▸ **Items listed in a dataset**
Segment Open
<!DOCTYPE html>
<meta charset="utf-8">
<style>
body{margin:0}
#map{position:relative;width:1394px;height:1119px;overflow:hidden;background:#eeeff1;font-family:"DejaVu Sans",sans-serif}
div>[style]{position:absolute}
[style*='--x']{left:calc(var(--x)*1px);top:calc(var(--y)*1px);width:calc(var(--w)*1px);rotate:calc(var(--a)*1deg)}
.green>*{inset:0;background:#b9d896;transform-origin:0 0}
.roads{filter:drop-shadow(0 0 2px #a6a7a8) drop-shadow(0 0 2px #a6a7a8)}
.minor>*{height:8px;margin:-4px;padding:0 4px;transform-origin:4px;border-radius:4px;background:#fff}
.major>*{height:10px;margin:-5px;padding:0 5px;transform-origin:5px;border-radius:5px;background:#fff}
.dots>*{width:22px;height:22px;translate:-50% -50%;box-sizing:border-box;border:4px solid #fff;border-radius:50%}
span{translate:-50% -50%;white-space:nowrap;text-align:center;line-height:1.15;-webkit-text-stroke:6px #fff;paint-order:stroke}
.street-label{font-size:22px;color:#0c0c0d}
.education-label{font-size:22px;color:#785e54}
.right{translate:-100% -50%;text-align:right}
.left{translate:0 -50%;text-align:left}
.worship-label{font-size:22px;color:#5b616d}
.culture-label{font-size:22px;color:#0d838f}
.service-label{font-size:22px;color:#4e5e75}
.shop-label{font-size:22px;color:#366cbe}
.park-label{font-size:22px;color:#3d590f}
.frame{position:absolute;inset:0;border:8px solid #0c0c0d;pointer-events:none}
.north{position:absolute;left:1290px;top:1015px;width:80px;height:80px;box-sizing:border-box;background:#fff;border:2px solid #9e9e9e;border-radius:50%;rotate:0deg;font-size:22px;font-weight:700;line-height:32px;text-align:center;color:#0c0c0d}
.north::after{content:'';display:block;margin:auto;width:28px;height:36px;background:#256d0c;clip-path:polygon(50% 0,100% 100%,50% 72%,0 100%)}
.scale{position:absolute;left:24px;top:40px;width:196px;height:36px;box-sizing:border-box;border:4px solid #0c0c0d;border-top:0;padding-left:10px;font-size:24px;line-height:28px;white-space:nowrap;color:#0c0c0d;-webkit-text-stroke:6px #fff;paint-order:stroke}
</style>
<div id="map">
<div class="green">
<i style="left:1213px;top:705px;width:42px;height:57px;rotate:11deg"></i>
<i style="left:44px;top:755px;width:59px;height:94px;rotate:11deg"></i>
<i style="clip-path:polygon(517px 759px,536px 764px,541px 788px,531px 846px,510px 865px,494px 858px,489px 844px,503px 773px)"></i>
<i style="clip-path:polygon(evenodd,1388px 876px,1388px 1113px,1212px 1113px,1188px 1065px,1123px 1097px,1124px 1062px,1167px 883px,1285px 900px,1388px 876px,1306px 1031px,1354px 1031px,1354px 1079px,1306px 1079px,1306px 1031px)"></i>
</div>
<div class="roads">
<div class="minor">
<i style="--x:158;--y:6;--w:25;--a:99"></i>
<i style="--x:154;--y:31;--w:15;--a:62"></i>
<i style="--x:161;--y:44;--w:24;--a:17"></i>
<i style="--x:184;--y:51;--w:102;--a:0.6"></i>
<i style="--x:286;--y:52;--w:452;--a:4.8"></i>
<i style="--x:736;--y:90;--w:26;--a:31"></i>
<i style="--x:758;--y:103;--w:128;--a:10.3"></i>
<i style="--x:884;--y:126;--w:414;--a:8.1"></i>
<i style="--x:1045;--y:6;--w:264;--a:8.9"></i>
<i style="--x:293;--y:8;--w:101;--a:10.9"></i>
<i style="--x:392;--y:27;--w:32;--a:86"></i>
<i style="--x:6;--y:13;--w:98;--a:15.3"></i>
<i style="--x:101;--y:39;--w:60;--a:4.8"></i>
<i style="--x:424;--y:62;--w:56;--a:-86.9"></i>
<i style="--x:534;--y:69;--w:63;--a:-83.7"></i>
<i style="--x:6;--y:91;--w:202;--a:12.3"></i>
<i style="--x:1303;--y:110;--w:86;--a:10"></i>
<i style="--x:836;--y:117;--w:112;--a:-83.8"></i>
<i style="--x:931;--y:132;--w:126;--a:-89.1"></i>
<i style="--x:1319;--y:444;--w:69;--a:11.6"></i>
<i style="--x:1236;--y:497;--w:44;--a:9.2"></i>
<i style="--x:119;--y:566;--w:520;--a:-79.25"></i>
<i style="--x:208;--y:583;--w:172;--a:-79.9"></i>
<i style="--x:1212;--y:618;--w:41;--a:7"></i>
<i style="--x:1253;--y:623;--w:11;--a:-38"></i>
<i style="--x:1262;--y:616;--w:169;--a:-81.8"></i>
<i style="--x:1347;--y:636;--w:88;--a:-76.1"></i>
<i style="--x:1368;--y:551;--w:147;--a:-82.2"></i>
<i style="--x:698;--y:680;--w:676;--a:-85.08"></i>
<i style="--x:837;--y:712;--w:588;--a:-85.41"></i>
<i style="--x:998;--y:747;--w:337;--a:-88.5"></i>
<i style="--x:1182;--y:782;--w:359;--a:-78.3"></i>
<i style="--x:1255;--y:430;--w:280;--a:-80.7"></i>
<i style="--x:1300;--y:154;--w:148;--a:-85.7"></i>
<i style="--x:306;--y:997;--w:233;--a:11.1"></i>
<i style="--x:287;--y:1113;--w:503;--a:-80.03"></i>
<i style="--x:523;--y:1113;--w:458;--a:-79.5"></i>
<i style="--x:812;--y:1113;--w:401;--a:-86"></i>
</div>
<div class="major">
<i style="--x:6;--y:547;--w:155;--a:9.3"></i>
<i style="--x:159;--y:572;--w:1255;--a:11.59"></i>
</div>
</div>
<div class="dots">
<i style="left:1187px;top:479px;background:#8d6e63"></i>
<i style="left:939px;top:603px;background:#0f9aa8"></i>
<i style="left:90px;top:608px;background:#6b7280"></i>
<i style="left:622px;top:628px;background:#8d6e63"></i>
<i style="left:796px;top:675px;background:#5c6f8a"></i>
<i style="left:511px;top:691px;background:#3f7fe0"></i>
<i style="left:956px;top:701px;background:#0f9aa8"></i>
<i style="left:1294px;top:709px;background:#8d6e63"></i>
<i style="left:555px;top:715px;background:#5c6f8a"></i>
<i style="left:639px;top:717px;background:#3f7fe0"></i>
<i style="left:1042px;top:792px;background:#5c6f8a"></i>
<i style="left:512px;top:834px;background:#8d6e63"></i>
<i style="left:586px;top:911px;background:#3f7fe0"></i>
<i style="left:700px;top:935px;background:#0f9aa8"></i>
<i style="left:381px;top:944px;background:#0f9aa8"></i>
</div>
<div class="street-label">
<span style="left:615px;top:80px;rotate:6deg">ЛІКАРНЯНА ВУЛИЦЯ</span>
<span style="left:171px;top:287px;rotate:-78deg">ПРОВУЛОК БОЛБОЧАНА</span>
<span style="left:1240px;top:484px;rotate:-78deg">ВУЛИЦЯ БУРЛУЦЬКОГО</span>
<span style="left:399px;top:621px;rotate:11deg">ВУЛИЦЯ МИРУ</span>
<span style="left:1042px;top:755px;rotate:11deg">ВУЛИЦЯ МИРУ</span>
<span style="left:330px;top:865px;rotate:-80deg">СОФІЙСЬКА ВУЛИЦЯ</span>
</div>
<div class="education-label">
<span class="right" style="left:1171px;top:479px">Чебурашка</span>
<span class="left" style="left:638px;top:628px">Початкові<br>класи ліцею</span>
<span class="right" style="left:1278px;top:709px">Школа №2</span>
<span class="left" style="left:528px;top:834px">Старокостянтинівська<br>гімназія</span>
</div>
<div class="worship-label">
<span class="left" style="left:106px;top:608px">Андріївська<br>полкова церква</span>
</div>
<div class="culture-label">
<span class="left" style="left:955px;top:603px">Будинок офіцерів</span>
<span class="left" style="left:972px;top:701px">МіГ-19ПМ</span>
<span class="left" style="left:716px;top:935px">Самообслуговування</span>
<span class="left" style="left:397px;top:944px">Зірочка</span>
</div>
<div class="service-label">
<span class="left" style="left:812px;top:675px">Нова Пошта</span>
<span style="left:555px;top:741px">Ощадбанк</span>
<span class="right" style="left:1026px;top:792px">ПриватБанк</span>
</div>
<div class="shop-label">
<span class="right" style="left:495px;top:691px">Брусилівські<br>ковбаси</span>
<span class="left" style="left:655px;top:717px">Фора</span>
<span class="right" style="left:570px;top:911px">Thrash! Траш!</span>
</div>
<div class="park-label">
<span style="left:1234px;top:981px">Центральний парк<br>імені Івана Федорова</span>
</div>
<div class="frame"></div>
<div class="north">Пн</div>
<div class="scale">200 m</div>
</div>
Segment Closed
Nothing but a number should be given: the count of lines in the records that contain the word "green".

2